■ Task requirements:
Find and copy the lines in the records beneath this task that contain the word "ENNISKEEN".

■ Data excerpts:
[Start of section]

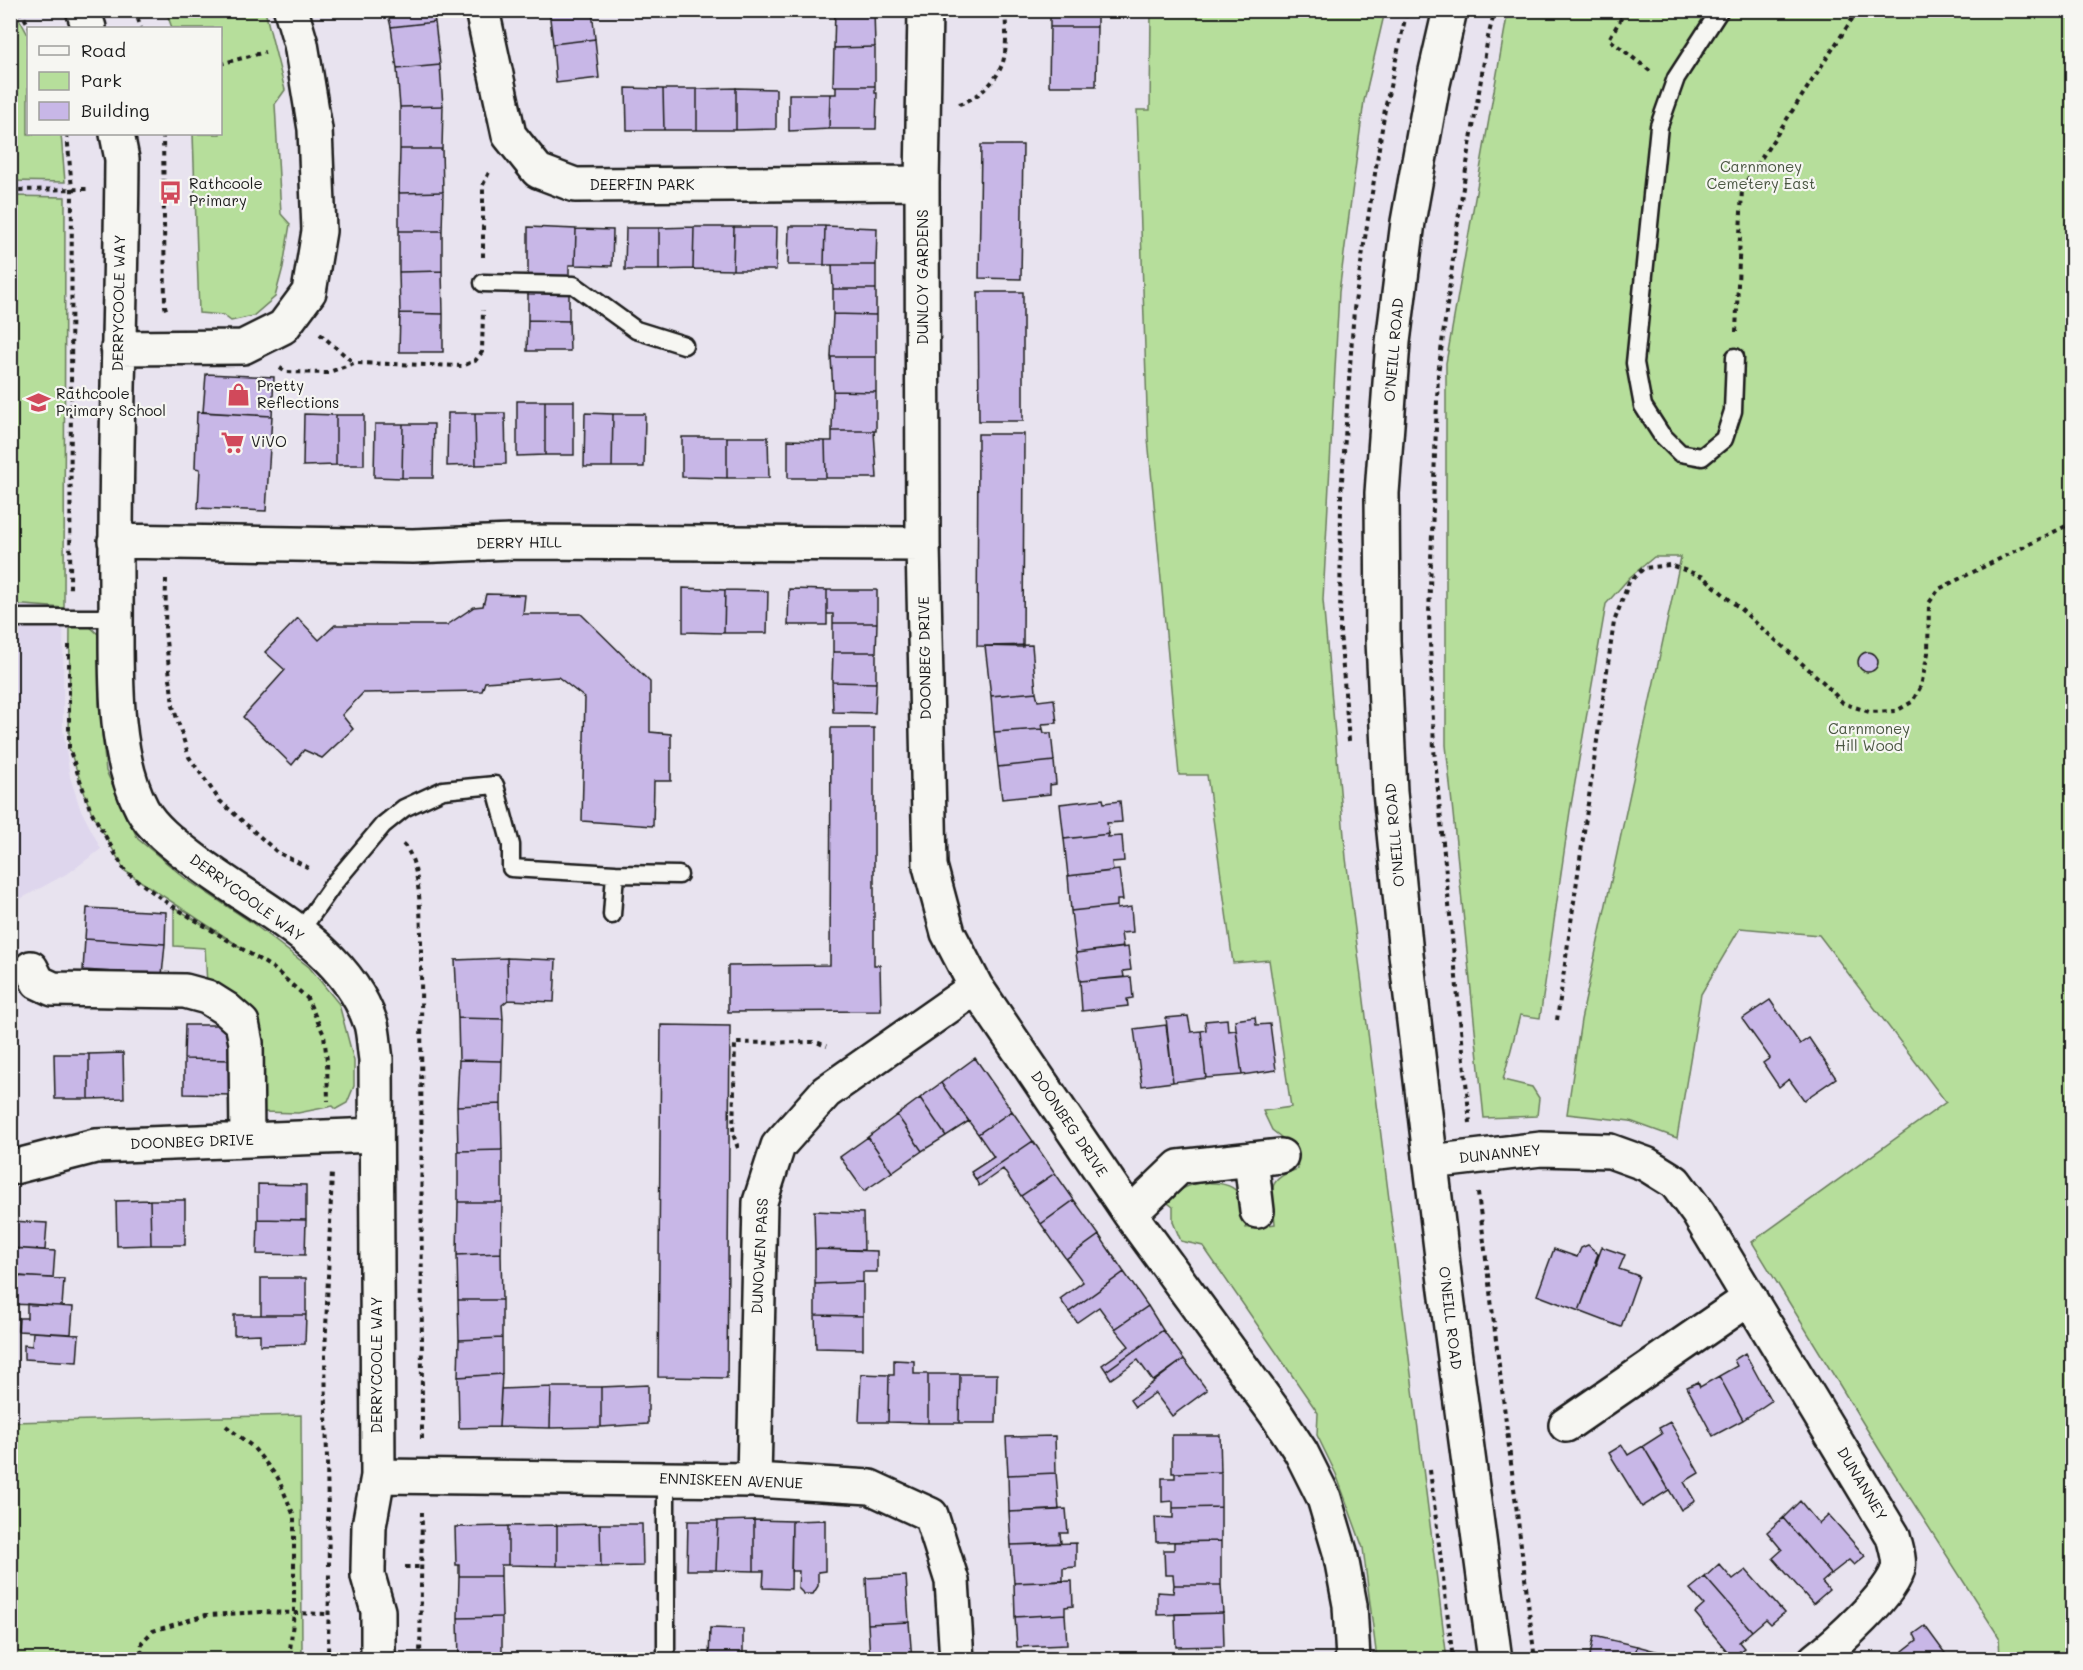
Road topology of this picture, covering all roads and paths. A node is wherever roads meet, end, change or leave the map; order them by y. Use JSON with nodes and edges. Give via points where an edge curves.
{"nodes":[{"id":1,"x":20,"y":10,"type":"edge"},
{"id":2,"x":83,"y":10,"type":"edge"},
{"id":3,"x":135,"y":10,"type":"edge"},
{"id":4,"x":291,"y":10,"type":"edge"},
{"id":5,"x":482,"y":10,"type":"edge"},
{"id":6,"x":925,"y":10,"type":"edge"},
{"id":7,"x":1005,"y":10,"type":"edge"},
{"id":8,"x":1450,"y":10,"type":"edge"},
{"id":9,"x":1495,"y":10,"type":"edge"},
{"id":10,"x":1626,"y":10,"type":"edge"},
{"id":11,"x":1720,"y":10,"type":"edge"},
{"id":12,"x":1858,"y":10,"type":"edge"},
{"id":13,"x":29,"y":27,"type":"edge"},
{"id":14,"x":89,"y":27,"type":"edge"},
{"id":15,"x":141,"y":27,"type":"edge"},
{"id":16,"x":301,"y":44,"type":"junction"},
{"id":17,"x":222,"y":64,"type":"edge"},
{"id":18,"x":1672,"y":88,"type":"junction"},
{"id":19,"x":924,"y":114,"type":"junction"},
{"id":20,"x":117,"y":135,"type":"edge"},
{"id":21,"x":163,"y":135,"type":"edge"},
{"id":22,"x":509,"y":135,"type":"junction"},
{"id":23,"x":922,"y":183,"type":"junction"},
{"id":24,"x":122,"y":188,"type":"junction"},
{"id":25,"x":10,"y":190,"type":"edge"},
{"id":26,"x":483,"y":283,"type":"junction"},
{"id":27,"x":294,"y":312,"type":"junction"},
{"id":28,"x":684,"y":345,"type":"dead end"},
{"id":29,"x":243,"y":347,"type":"junction"},
{"id":30,"x":118,"y":348,"type":"junction"},
{"id":31,"x":173,"y":349,"type":"junction"},
{"id":32,"x":1735,"y":357,"type":"joint"},
{"id":33,"x":354,"y":363,"type":"junction"},
{"id":34,"x":2073,"y":523,"type":"edge"},
{"id":35,"x":116,"y":541,"type":"junction"},
{"id":36,"x":166,"y":542,"type":"junction"},
{"id":37,"x":923,"y":544,"type":"junction"},
{"id":38,"x":10,"y":618,"type":"edge"},
{"id":39,"x":116,"y":618,"type":"junction"},
{"id":40,"x":383,"y":825,"type":"junction"},
{"id":41,"x":615,"y":874,"type":"junction"},
{"id":42,"x":679,"y":874,"type":"dead end"},
{"id":43,"x":335,"y":882,"type":"junction"},
{"id":44,"x":612,"y":915,"type":"dead end"},
{"id":45,"x":299,"y":933,"type":"junction"},
{"id":46,"x":31,"y":968,"type":"dead end"},
{"id":47,"x":976,"y":987,"type":"junction"},
{"id":48,"x":1557,"y":1020,"type":"dead end"},
{"id":49,"x":869,"y":1061,"type":"junction"},
{"id":50,"x":376,"y":1135,"type":"junction"},
{"id":51,"x":247,"y":1140,"type":"junction"},
{"id":52,"x":1473,"y":1156,"type":"junction"},
{"id":53,"x":1431,"y":1162,"type":"junction"},
{"id":54,"x":10,"y":1168,"type":"edge"},
{"id":55,"x":760,"y":1202,"type":"junction"},
{"id":56,"x":1257,"y":1211,"type":"dead end"},
{"id":57,"x":1130,"y":1214,"type":"junction"},
{"id":58,"x":1750,"y":1298,"type":"junction"},
{"id":59,"x":1566,"y":1425,"type":"dead end"},
{"id":60,"x":226,"y":1426,"type":"dead end"},
{"id":61,"x":378,"y":1476,"type":"junction"},
{"id":62,"x":422,"y":1478,"type":"junction"},
{"id":63,"x":666,"y":1479,"type":"junction"},
{"id":64,"x":754,"y":1480,"type":"junction"},
{"id":65,"x":294,"y":1612,"type":"junction"},
{"id":66,"x":328,"y":1614,"type":"dead end"},
{"id":67,"x":148,"y":1659,"type":"edge"},
{"id":68,"x":289,"y":1659,"type":"edge"},
{"id":69,"x":378,"y":1659,"type":"edge"},
{"id":70,"x":420,"y":1659,"type":"edge"},
{"id":71,"x":666,"y":1659,"type":"edge"},
{"id":72,"x":957,"y":1659,"type":"edge"},
{"id":73,"x":1353,"y":1659,"type":"edge"},
{"id":74,"x":1495,"y":1659,"type":"edge"},
{"id":75,"x":1535,"y":1659,"type":"edge"},
{"id":76,"x":1815,"y":1659,"type":"edge"}],
"edges":[{"from":1,"to":13,"type":"path"},
{"from":2,"to":14,"type":"street"},
{"from":3,"to":15,"type":"path"},
{"from":4,"to":16,"type":"street"},
{"from":5,"to":22,"type":"street","name":"DEERFIN PARK"},
{"from":6,"to":19,"type":"street","name":"DUNLOY GARDENS"},
{"from":7,"to":19,"type":"path","via":[[1002,66],[986,88],[966,102]]},
{"from":8,"to":53,"type":"street","name":"O'NEILL ROAD","via":[[1408,222],[1393,342],[1382,493],[1390,792]]},
{"from":9,"to":52,"type":"path","via":[[1461,206],[1438,374],[1429,614],[1434,749]]},
{"from":10,"to":18,"type":"path","via":[[1609,39]]},
{"from":11,"to":18,"type":"lane"},
{"from":12,"to":32,"type":"path","via":[[1742,188]]},
{"from":16,"to":17,"type":"path"},
{"from":16,"to":27,"type":"street","via":[[315,129],[319,231],[309,292]]},
{"from":18,"to":32,"type":"lane","via":[[1659,126],[1635,363],[1643,406],[1661,434],[1680,453],[1702,457],[1724,439],[1733,411]]},
{"from":19,"to":23,"type":"street","name":"DUNLOY GARDENS"},
{"from":20,"to":24,"type":"street","name":"DERRYCOOLE WAY"},
{"from":21,"to":31,"type":"path","via":[[165,306]]},
{"from":22,"to":23,"type":"street","name":"DEERFIN PARK","via":[[538,171],[574,185]]},
{"from":22,"to":26,"type":"path","via":[[483,185]]},
{"from":23,"to":37,"type":"street","name":"DUNLOY GARDENS"},
{"from":24,"to":25,"type":"path"},
{"from":24,"to":30,"type":"street","name":"DERRYCOOLE WAY"},
{"from":26,"to":28,"type":"lane","via":[[574,285],[636,330]]},
{"from":26,"to":33,"type":"path","via":[[483,352],[475,361],[462,366]]},
{"from":27,"to":29,"type":"street","via":[[283,327]]},
{"from":27,"to":33,"type":"path"},
{"from":29,"to":31,"type":"street"},
{"from":29,"to":33,"type":"path","via":[[286,372],[327,373]]},
{"from":30,"to":31,"type":"street"},
{"from":30,"to":35,"type":"street","name":"DERRYCOOLE WAY"},
{"from":34,"to":48,"type":"path","via":[[1939,589],[1929,603],[1928,653],[1921,686],[1912,702],[1896,711],[1869,712],[1843,703],[1704,577],[1670,565],[1644,568],[1629,582],[1614,622]]},
{"from":35,"to":36,"type":"street","name":"DERRY HILL"},
{"from":35,"to":39,"type":"street","name":"DERRYCOOLE WAY"},
{"from":36,"to":37,"type":"street","name":"DERRY HILL","via":[[413,546],[512,542]]},
{"from":36,"to":43,"type":"path","via":[[165,631],[173,706],[189,757],[220,801],[277,852]]},
{"from":37,"to":47,"type":"street","name":"DOONBEG DRIVE","via":[[930,866],[948,933]]},
{"from":38,"to":39,"type":"lane"},
{"from":39,"to":45,"type":"street","name":"DERRYCOOLE WAY","via":[[118,709],[127,775],[143,811],[168,840]]},
{"from":40,"to":41,"type":"lane","via":[[404,808],[442,790],[495,785],[511,845],[511,868]]},
{"from":40,"to":43,"type":"lane"},
{"from":40,"to":62,"type":"path","via":[[408,849],[419,889]]},
{"from":41,"to":42,"type":"lane"},
{"from":41,"to":44,"type":"lane"},
{"from":43,"to":45,"type":"lane"},
{"from":45,"to":50,"type":"street","name":"DERRYCOOLE WAY","via":[[332,961],[356,993],[371,1025],[376,1059]]},
{"from":46,"to":51,"type":"street","via":[[38,982],[53,989],[185,991],[207,997],[226,1009],[242,1023],[246,1043]]},
{"from":47,"to":49,"type":"street","name":"DUNOWEN PASS"},
{"from":47,"to":57,"type":"street","name":"DOONBEG DRIVE"},
{"from":49,"to":55,"type":"street","name":"DUNOWEN PASS","via":[[826,1092],[778,1146]]},
{"from":49,"to":55,"type":"path","via":[[816,1042],[735,1043],[733,1134]]},
{"from":50,"to":51,"type":"street","name":"DOONBEG DRIVE"},
{"from":50,"to":61,"type":"street","name":"DERRYCOOLE WAY"},
{"from":51,"to":54,"type":"street","name":"DOONBEG DRIVE","via":[[95,1146]]},
{"from":52,"to":53,"type":"street","name":"DUNANNEY"},
{"from":52,"to":58,"type":"street","name":"DUNANNEY","via":[[1572,1148],[1610,1151],[1646,1164],[1675,1182]]},
{"from":52,"to":75,"type":"path"},
{"from":53,"to":74,"type":"street","name":"O'NEILL ROAD"},
{"from":55,"to":64,"type":"street","name":"DUNOWEN PASS"},
{"from":56,"to":57,"type":"street","via":[[1266,1158],[1179,1167]]},
{"from":57,"to":73,"type":"street","name":"DOONBEG DRIVE","via":[[1301,1452],[1324,1498],[1340,1552],[1350,1605]]},
{"from":58,"to":59,"type":"street"},
{"from":58,"to":76,"type":"street","name":"DUNANNEY","via":[[1893,1536],[1898,1568],[1884,1594],[1835,1645]]},
{"from":60,"to":65,"type":"path","via":[[253,1447],[278,1478],[294,1516]]},
{"from":61,"to":62,"type":"street","name":"ENNISKEEN AVENUE"},
{"from":61,"to":69,"type":"street","name":"DERRYCOOLE WAY","via":[[369,1526],[368,1576],[378,1611]]},
{"from":62,"to":63,"type":"street","name":"ENNISKEEN AVENUE"},
{"from":62,"to":70,"type":"path"},
{"from":63,"to":64,"type":"street","name":"ENNISKEEN AVENUE"},
{"from":63,"to":71,"type":"lane"},
{"from":64,"to":72,"type":"street","name":"ENNISKEEN AVENUE","via":[[870,1487],[931,1515],[952,1581]]},
{"from":65,"to":66,"type":"path"},
{"from":65,"to":67,"type":"path","via":[[195,1618],[153,1632],[142,1642],[141,1654]]},
{"from":65,"to":68,"type":"path"}]}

[End of section]

■ Response to the exercise:
{"from":61,"to":62,"type":"street","name":"ENNISKEEN AVENUE"},
{"from":62,"to":63,"type":"street","name":"ENNISKEEN AVENUE"},
{"from":63,"to":64,"type":"street","name":"ENNISKEEN AVENUE"},
{"from":64,"to":72,"type":"street","name":"ENNISKEEN AVENUE","via":[[870,1487],[931,1515],[952,1581]]},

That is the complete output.